Looking at the data below, count the lines that contain the string "graph". Write only the total.

** Opening DATA EXTRACTS block **

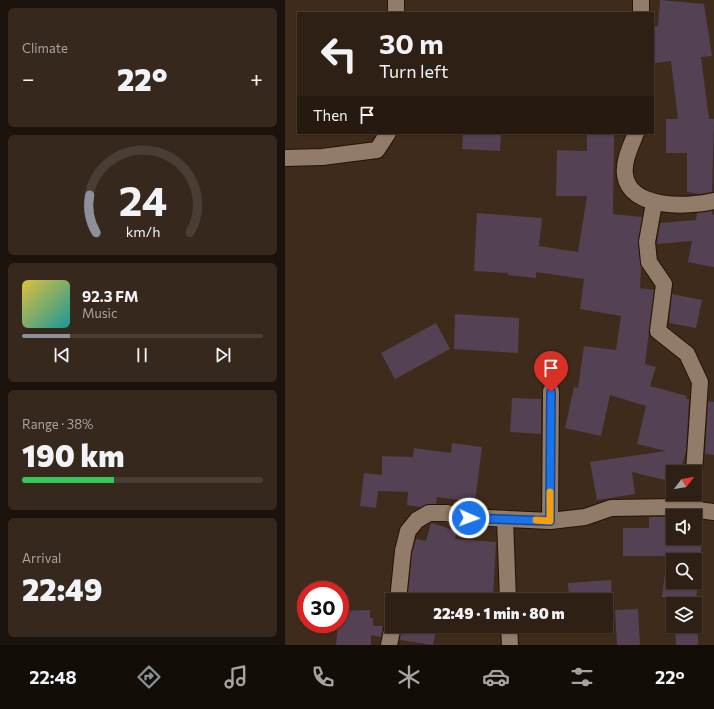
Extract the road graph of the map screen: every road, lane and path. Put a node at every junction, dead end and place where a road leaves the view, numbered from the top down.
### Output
1 (396, 0) edge
2 (641, 0) edge
3 (396, 12) edge
4 (641, 12) edge
5 (387, 134) edge
6 (636, 134) edge
7 (285, 158) edge
8 (714, 201) edge
9 (654, 203) junction
10 (551, 392) dead end
11 (694, 465) edge
12 (688, 509) edge
13 (702, 511) edge
14 (714, 512) edge
15 (505, 519) junction
16 (550, 521) junction
17 (399, 593) edge
18 (508, 593) edge
19 (392, 633) edge
20 (509, 633) edge
21 (389, 645) edge
22 (510, 645) edge

1 - 3 street
2 - 4 street
5 - 7 street
6 - 9 street
8 - 9 street
9 - 11 street
10 - 16 street
12 - 16 street
13 - 14 street
15 - 16 street
15 - 17 street
15 - 18 street
19 - 21 street
20 - 22 street

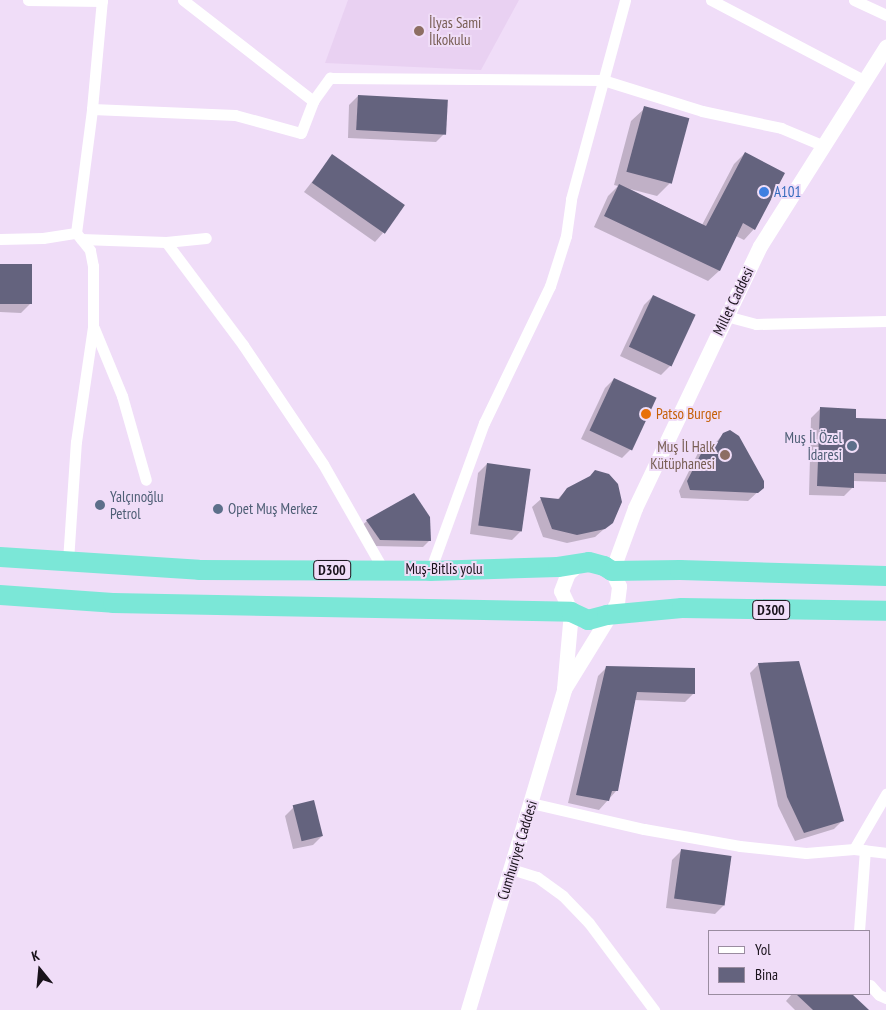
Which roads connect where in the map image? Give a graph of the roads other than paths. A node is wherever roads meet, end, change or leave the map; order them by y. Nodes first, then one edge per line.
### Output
1 (28, 0) edge
2 (183, 0) edge
3 (624, 0) edge
4 (711, 0) edge
5 (854, 0) edge
6 (102, 1) edge
7 (886, 15) edge
8 (886, 47) edge
9 (603, 80) junction
10 (864, 81) junction
11 (313, 101) junction
12 (92, 109) junction
13 (824, 146) junction
14 (78, 236) junction
15 (206, 238) dead end
16 (0, 239) edge
17 (166, 242) junction
18 (726, 316) junction
19 (886, 321) edge
20 (93, 327) junction
21 (146, 480) dead end
22 (0, 557) edge
23 (68, 561) junction
24 (576, 566) junction
25 (383, 569) junction
26 (430, 571) junction
27 (612, 571) junction
28 (886, 576) edge
29 (0, 595) edge
30 (886, 611) edge
31 (571, 612) junction
32 (607, 615) junction
33 (564, 689) junction
34 (886, 794) edge
35 (531, 803) junction
36 (859, 850) junction
37 (886, 853) edge
38 (511, 869) junction
39 (859, 930) edge
40 (871, 986) edge
41 (886, 998) edge
42 (468, 1010) edge
43 (654, 1010) edge

1 - 6 street
2 - 11 street
3 - 9 street
4 - 10 street
5 - 7 street
6 - 12 street
8 - 10 street, Millet Caddesi
9 - 11 street
9 - 13 street
9 - 26 street
10 - 13 street, Millet Caddesi
11 - 12 street
12 - 14 street
13 - 18 street, Millet Caddesi
14 - 16 street
14 - 17 street
14 - 20 street
15 - 17 street
17 - 25 street
18 - 19 street
18 - 27 street, Millet Caddesi
20 - 21 street
20 - 23 street
22 - 23 highway, Muş-Bitlis yolu / D300
23 - 25 highway, Muş-Bitlis yolu / D300
24 - 26 highway, Muş-Bitlis yolu / D300
24 - 27 highway, Muş-Bitlis yolu / D300
24 - 31 street, Cumhuriyet Caddesi
25 - 26 highway, Muş-Bitlis yolu / D300
27 - 28 highway, Muş-Bitlis yolu / D300
27 - 32 street, Cumhuriyet Caddesi
29 - 31 highway, D300
30 - 32 highway, D300
31 - 32 highway, D300
31 - 33 street, Cumhuriyet Caddesi
32 - 33 street, Cumhuriyet Caddesi
33 - 35 street, Cumhuriyet Caddesi
34 - 36 street
35 - 36 street
35 - 38 street, Cumhuriyet Caddesi
36 - 37 street
36 - 39 street
38 - 42 street, Cumhuriyet Caddesi
38 - 43 street
40 - 41 street

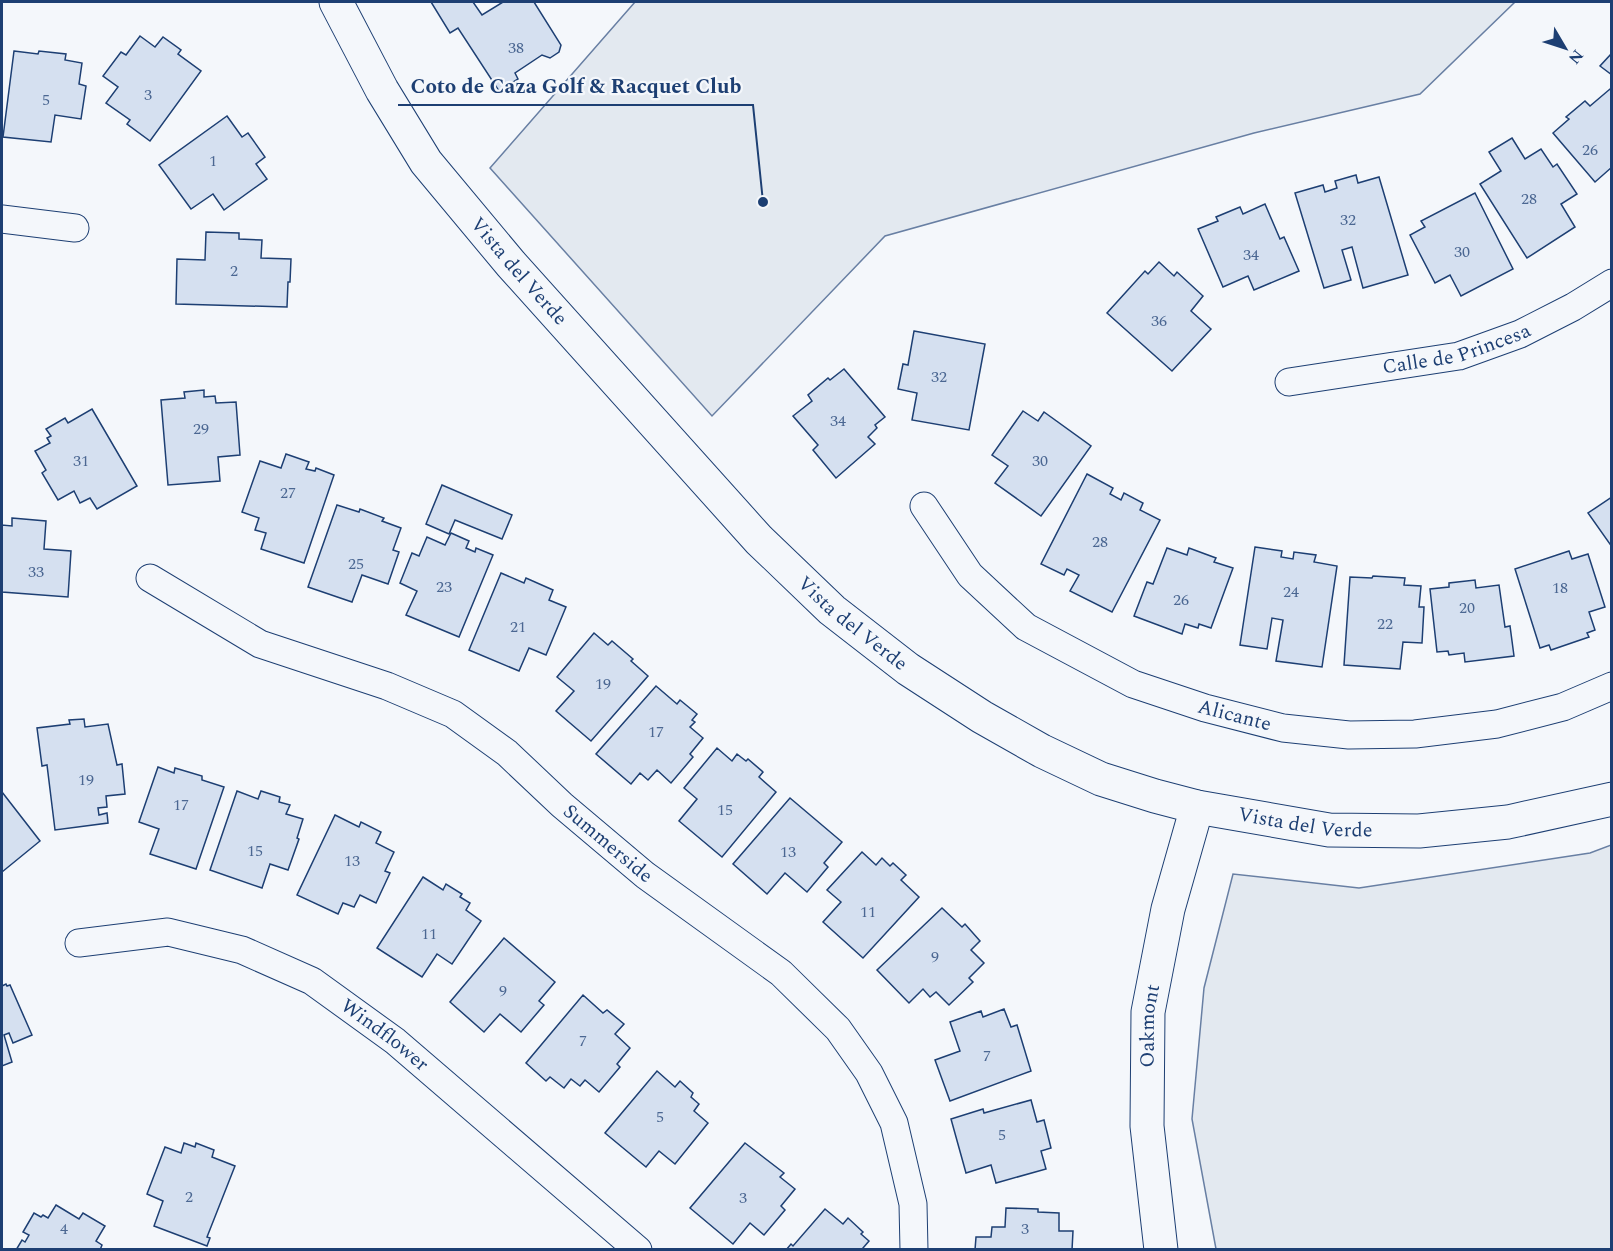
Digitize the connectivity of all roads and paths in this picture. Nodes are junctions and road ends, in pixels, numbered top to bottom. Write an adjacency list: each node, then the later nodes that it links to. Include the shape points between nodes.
1 (336, 2): 10 (street, Vista del Verde, via 382,90 426,162 511,264 759,540 832,610 908,669 1042,751 1101,778)
2 (2, 219): 3 (street)
3 (75, 228)
4 (1611, 283): 5 (street, Calle de Princesa, via 1520,334 1459,356)
5 (1289, 382)
6 (924, 506): 8 (street, Alicante, via 970,575 1026,627 1133,684 1205,708 1282,728 1349,735 1415,734 1497,724 1563,707)
7 (150, 578): 13 (street, Summerside, via 260,644 387,686 453,714 507,753 645,875 781,973 838,1029 868,1073 894,1123 914,1204)
8 (1611, 686)
9 (1611, 799): 10 (street, Vista del Verde, via 1508,822 1419,831 1329,830)
10 (1197, 807): 14 (street, Oakmont, via 1168,909 1148,1012 1147,1126)
11 (79, 943): 12 (street, Windflower, via 168,932 242,950 312,981 395,1041)
12 (638, 1250)
13 (914, 1250)
14 (1161, 1250)

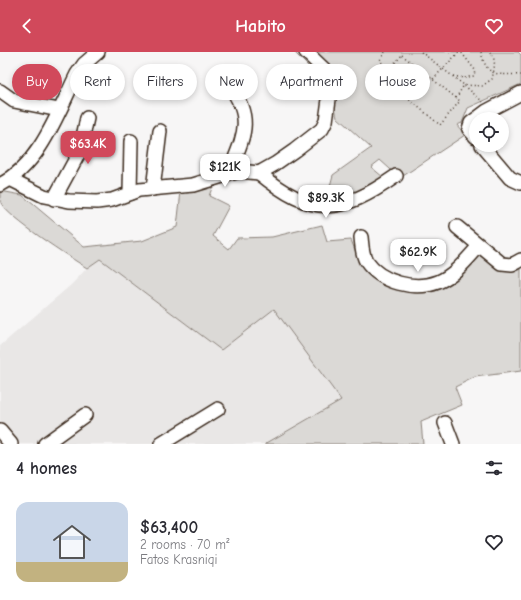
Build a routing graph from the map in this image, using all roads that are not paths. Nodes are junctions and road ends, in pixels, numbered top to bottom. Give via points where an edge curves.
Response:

** Closing DATA EXTRACTS block **

● **COMPLETED EXERCISE**: 3